(PROMPT) Every entry should be transcribed word for word, so that nothing is missing.

(SOURCE DATA)
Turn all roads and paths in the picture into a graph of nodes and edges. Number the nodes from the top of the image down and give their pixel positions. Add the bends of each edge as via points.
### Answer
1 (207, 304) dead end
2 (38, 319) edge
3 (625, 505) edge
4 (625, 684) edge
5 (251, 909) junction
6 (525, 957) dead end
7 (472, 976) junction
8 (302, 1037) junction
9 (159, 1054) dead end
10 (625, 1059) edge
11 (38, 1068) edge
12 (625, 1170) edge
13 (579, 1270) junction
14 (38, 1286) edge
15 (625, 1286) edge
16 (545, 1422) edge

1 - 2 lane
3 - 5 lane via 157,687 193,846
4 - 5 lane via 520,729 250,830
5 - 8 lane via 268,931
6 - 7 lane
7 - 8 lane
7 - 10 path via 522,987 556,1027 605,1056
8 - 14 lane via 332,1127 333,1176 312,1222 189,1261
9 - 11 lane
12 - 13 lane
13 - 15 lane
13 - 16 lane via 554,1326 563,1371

(OUTPUT OF THE EXERCISE)
Turn all roads and paths in the picture into a graph of nodes and edges. Number the nodes from the top of the image down and give their pixel positions. Add the bends of each edge as via points.
### Answer
1 (207, 304) dead end
2 (38, 319) edge
3 (625, 505) edge
4 (625, 684) edge
5 (251, 909) junction
6 (525, 957) dead end
7 (472, 976) junction
8 (302, 1037) junction
9 (159, 1054) dead end
10 (625, 1059) edge
11 (38, 1068) edge
12 (625, 1170) edge
13 (579, 1270) junction
14 (38, 1286) edge
15 (625, 1286) edge
16 (545, 1422) edge

1 - 2 lane
3 - 5 lane via 157,687 193,846
4 - 5 lane via 520,729 250,830
5 - 8 lane via 268,931
6 - 7 lane
7 - 8 lane
7 - 10 path via 522,987 556,1027 605,1056
8 - 14 lane via 332,1127 333,1176 312,1222 189,1261
9 - 11 lane
12 - 13 lane
13 - 15 lane
13 - 16 lane via 554,1326 563,1371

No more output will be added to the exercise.